━━━━━ SUPPLIED MATERIAL ━━━━━

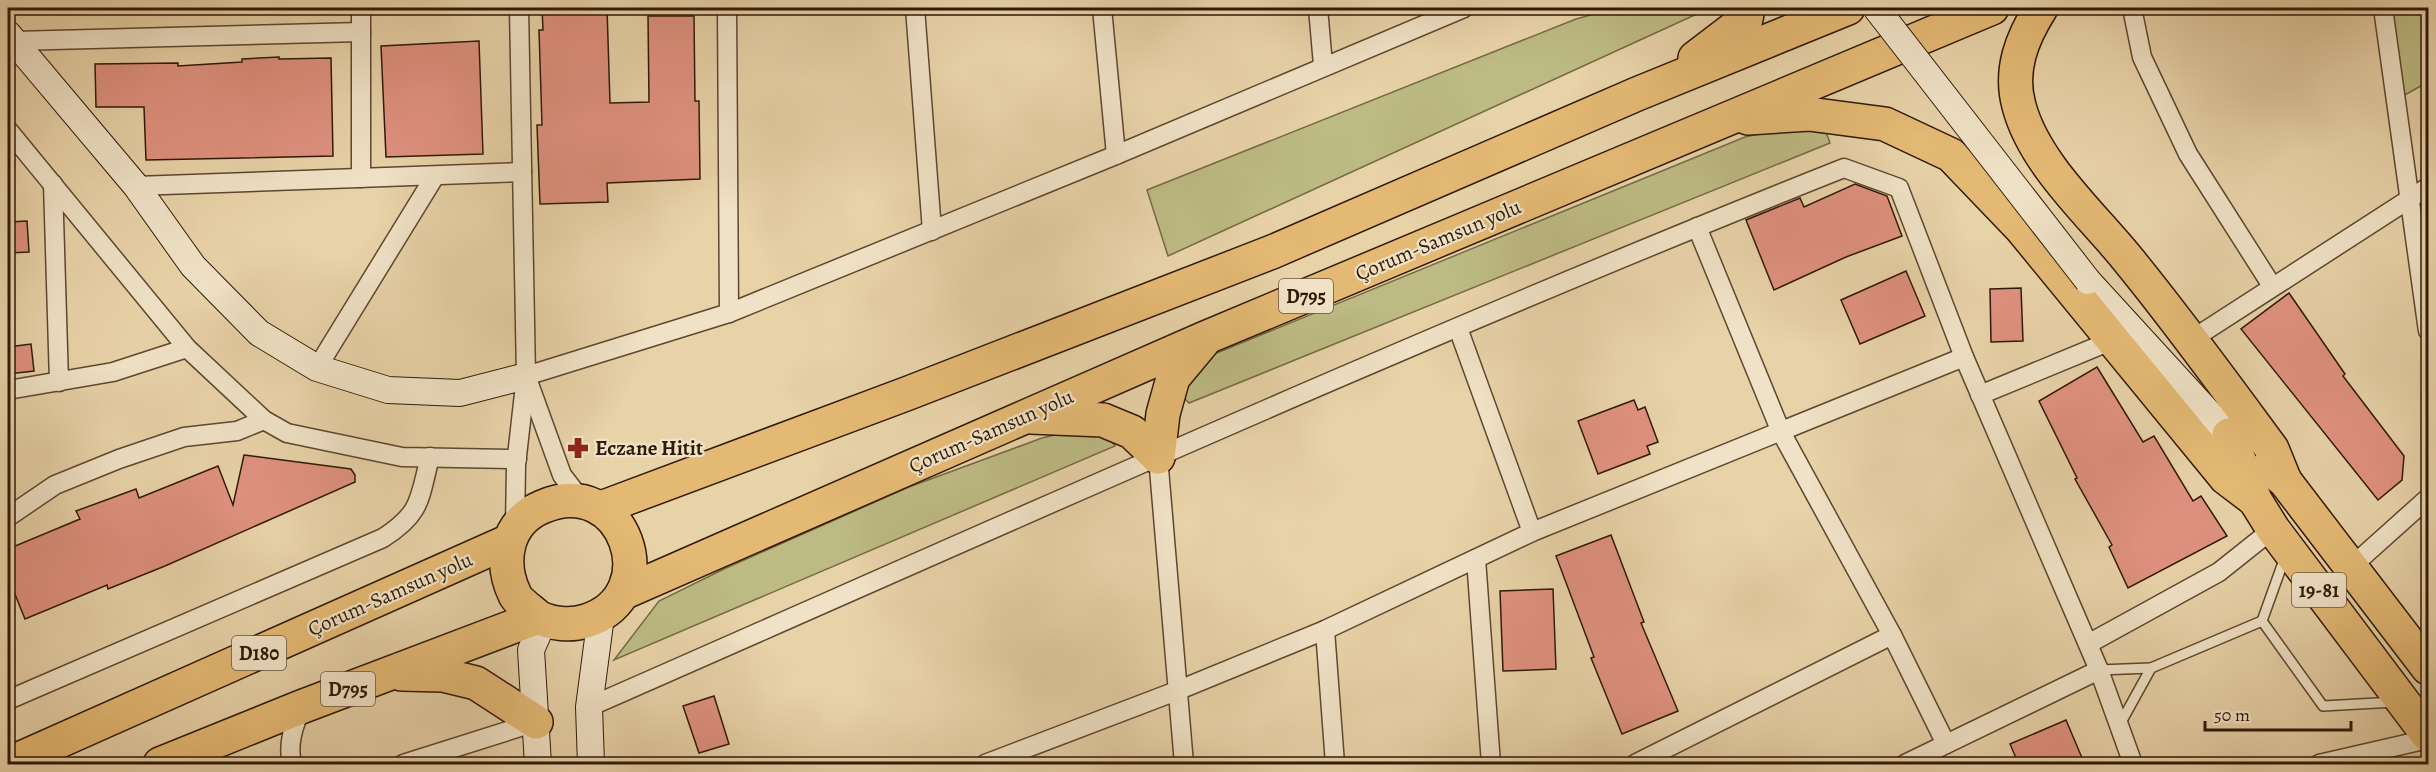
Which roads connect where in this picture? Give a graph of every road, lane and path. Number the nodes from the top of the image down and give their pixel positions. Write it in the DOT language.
graph roads {
  1 [pos="361,8"];
  2 [pos="519,8"];
  3 [pos="727,8"];
  4 [pos="915,8"];
  5 [pos="1102,8"];
  6 [pos="1318,8"];
  7 [pos="1464,8"];
  8 [pos="1748,8"];
  9 [pos="1848,8"];
  10 [pos="1876,8"];
  11 [pos="1992,8"];
  12 [pos="2041,8"];
  13 [pos="2132,8"];
  14 [pos="2383,8"];
  15 [pos="361,32"];
  16 [pos="11,38"];
  17 [pos="1323,65"];
  18 [pos="1637,94"];
  19 [pos="1722,120"];
  20 [pos="8,130"];
  21 [pos="1116,155"];
  22 [pos="522,172"];
  23 [pos="435,176"];
  24 [pos="361,177"];
  25 [pos="53,184"];
  26 [pos="136,186"];
  27 [pos="2428,187"];
  28 [pos="2411,197"];
  29 [pos="1697,226"];
  30 [pos="932,231"];
  31 [pos="2272,286"];
  32 [pos="729,313"];
  33 [pos="1458,328"];
  34 [pos="2428,331"];
  35 [pos="1205,338"];
  36 [pos="2113,340"];
  37 [pos="2191,340"];
  38 [pos="187,348"];
  39 [pos="1964,357"];
  40 [pos="317,368"];
  41 [pos="526,376"];
  42 [pos="59,382"];
  43 [pos="8,390"];
  44 [pos="1980,395"];
  45 [pos="1022,417"];
  46 [pos="264,420"];
  47 [pos="1781,432"];
  48 [pos="2229,435"];
  49 [pos="430,457"];
  50 [pos="1158,457"];
  51 [pos="517,459"];
  52 [pos="2285,481"];
  53 [pos="2428,498"];
  54 [pos="2255,500"];
  55 [pos="591,505"];
  56 [pos="8,517"];
  57 [pos="1532,532"];
  58 [pos="512,535"];
  59 [pos="2281,539"];
  60 [pos="1476,559"];
  61 [pos="2351,567"];
  62 [pos="623,593"];
  63 [pos="601,616"];
  64 [pos="541,619"];
  65 [pos="2262,621"];
  66 [pos="1325,630"];
  67 [pos="1892,635"];
  68 [pos="2088,644"];
  69 [pos="2151,668"];
  70 [pos="2428,668"];
  71 [pos="2099,670"];
  72 [pos="388,674"];
  73 [pos="1179,690"];
  74 [pos="8,700"];
  75 [pos="2404,702"];
  76 [pos="301,707"];
  77 [pos="589,707"];
  78 [pos="536,722"];
  79 [pos="2119,726"];
  80 [pos="2428,737"];
  81 [pos="1946,744"];
  82 [pos="8,764"];
  83 [pos="991,764"];
  84 [pos="1640,764"];
  85 [pos="160,765"];
  86 [pos="292,765"];
  87 [pos="403,765"];
  88 [pos="538,765"];
  89 [pos="591,765"];
  90 [pos="1184,765"];
  91 [pos="1335,765"];
  92 [pos="1491,765"];
  93 [pos="1905,765"];
  94 [pos="2133,765"];
  95 [pos="2319,765"];
  1 -- 15 [label="street"];
  2 -- 22 [label="street"];
  3 -- 32 [label="street"];
  4 -- 30 [label="street"];
  5 -- 21 [label="street"];
  6 -- 17 [label="street"];
  7 -- 17 [label="street"];
  8 -- 18 [label="highway"];
  9 -- 18 [label="highway, Çorum-Samsun yolu / D795"];
  10 -- 48 [label="street, bridge"];
  11 -- 19 [label="highway, Çorum-Samsun yolu / D795"];
  12 -- 37 [label="highway"];
  13 -- 31 [label="street"];
  14 -- 28 [label="street"];
  15 -- 16 [label="street"];
  15 -- 24 [label="street"];
  16 -- 26 [label="street"];
  17 -- 21 [label="street"];
  18 -- 55 [label="highway, Çorum-Samsun yolu / D795"];
  19 -- 35 [label="highway, Çorum-Samsun yolu / D795"];
  19 -- 36 [label="highway"];
  20 -- 25 [label="street"];
  21 -- 30 [label="street"];
  22 -- 23 [label="street"];
  22 -- 41 [label="street"];
  23 -- 24 [label="street"];
  23 -- 40 [label="street"];
  24 -- 26 [label="street"];
  25 -- 38 [label="street"];
  25 -- 42 [label="street"];
  26 -- 40 [label="street"];
  27 -- 28 [label="street"];
  28 -- 31 [label="street"];
  28 -- 34 [label="street"];
  29 -- 33 [label="street"];
  29 -- 39 [label="street"];
  29 -- 47 [label="street"];
  30 -- 32 [label="street"];
  31 -- 37 [label="street"];
  32 -- 41 [label="street"];
  33 -- 50 [label="street"];
  33 -- 57 [label="street"];
  35 -- 45 [label="highway, Çorum-Samsun yolu / D795"];
  35 -- 50 [label="highway"];
  36 -- 44 [label="street"];
  36 -- 54 [label="highway"];
  37 -- 52 [label="highway"];
  38 -- 42 [label="street"];
  38 -- 46 [label="street"];
  39 -- 44 [label="street"];
  39 -- 47 [label="street"];
  40 -- 41 [label="street"];
  41 -- 51 [label="street"];
  41 -- 55 [label="street"];
  42 -- 43 [label="street"];
  44 -- 68 [label="street"];
  45 -- 50 [label="highway"];
  45 -- 62 [label="highway, Çorum-Samsun yolu / D795"];
  46 -- 49 [label="street"];
  46 -- 56 [label="street"];
  47 -- 57 [label="street"];
  47 -- 67 [label="street"];
  48 -- 52 [label="highway, 19-81"];
  48 -- 54 [label="highway, 19-81"];
  49 -- 51 [label="street"];
  49 -- 74 [label="street"];
  50 -- 73 [label="street"];
  50 -- 77 [label="street"];
  51 -- 58 [label="street"];
  52 -- 61 [label="highway, 19-81"];
  53 -- 61 [label="street"];
  54 -- 59 [label="highway, 19-81"];
  55 -- 58 [label="highway, Çorum-Samsun yolu / D795"];
  55 -- 62 [label="highway, Çorum-Samsun yolu / D795"];
  57 -- 60 [label="street"];
  58 -- 64 [label="highway, Çorum-Samsun yolu"];
  58 -- 82 [label="highway, Çorum-Samsun yolu / D180"];
  59 -- 65 [label="lane"];
  59 -- 68 [label="street"];
  59 -- 75 [label="highway, 19-81"];
  60 -- 66 [label="street"];
  60 -- 92 [label="street"];
  61 -- 70 [label="highway, 19-81"];
  62 -- 63 [label="highway, Çorum-Samsun yolu / D795"];
  63 -- 64 [label="highway, Çorum-Samsun yolu / D795"];
  63 -- 77 [label="street"];
  64 -- 72 [label="highway, D795"];
  64 -- 78 [label="street"];
  65 -- 69 [label="lane"];
  65 -- 75 [label="lane"];
  66 -- 73 [label="street"];
  66 -- 91 [label="street"];
  67 -- 81 [label="street"];
  67 -- 84 [label="street"];
  68 -- 71 [label="street"];
  69 -- 71 [label="lane"];
  69 -- 79 [label="lane"];
  71 -- 79 [label="street"];
  71 -- 81 [label="street"];
  72 -- 76 [label="highway, D795"];
  72 -- 78 [label="highway"];
  73 -- 83 [label="street"];
  73 -- 90 [label="street"];
  75 -- 80 [label="highway, 19-81"];
  76 -- 85 [label="highway, D795"];
  76 -- 86 [label="street"];
  77 -- 89 [label="street"];
  78 -- 87 [label="street"];
  78 -- 88 [label="street"];
  79 -- 94 [label="street"];
  80 -- 95 [label="street"];
  81 -- 93 [label="street"];
}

━━━━━

DIRECTIONS> Please find every line in the records above that holds the word "Samsun" and copy it.

OUTPUT>
  9 -- 18 [label="highway, Çorum-Samsun yolu / D795"];
  11 -- 19 [label="highway, Çorum-Samsun yolu / D795"];
  18 -- 55 [label="highway, Çorum-Samsun yolu / D795"];
  19 -- 35 [label="highway, Çorum-Samsun yolu / D795"];
  35 -- 45 [label="highway, Çorum-Samsun yolu / D795"];
  45 -- 62 [label="highway, Çorum-Samsun yolu / D795"];
  55 -- 58 [label="highway, Çorum-Samsun yolu / D795"];
  55 -- 62 [label="highway, Çorum-Samsun yolu / D795"];
  58 -- 64 [label="highway, Çorum-Samsun yolu"];
  58 -- 82 [label="highway, Çorum-Samsun yolu / D180"];
  62 -- 63 [label="highway, Çorum-Samsun yolu / D795"];
  63 -- 64 [label="highway, Çorum-Samsun yolu / D795"];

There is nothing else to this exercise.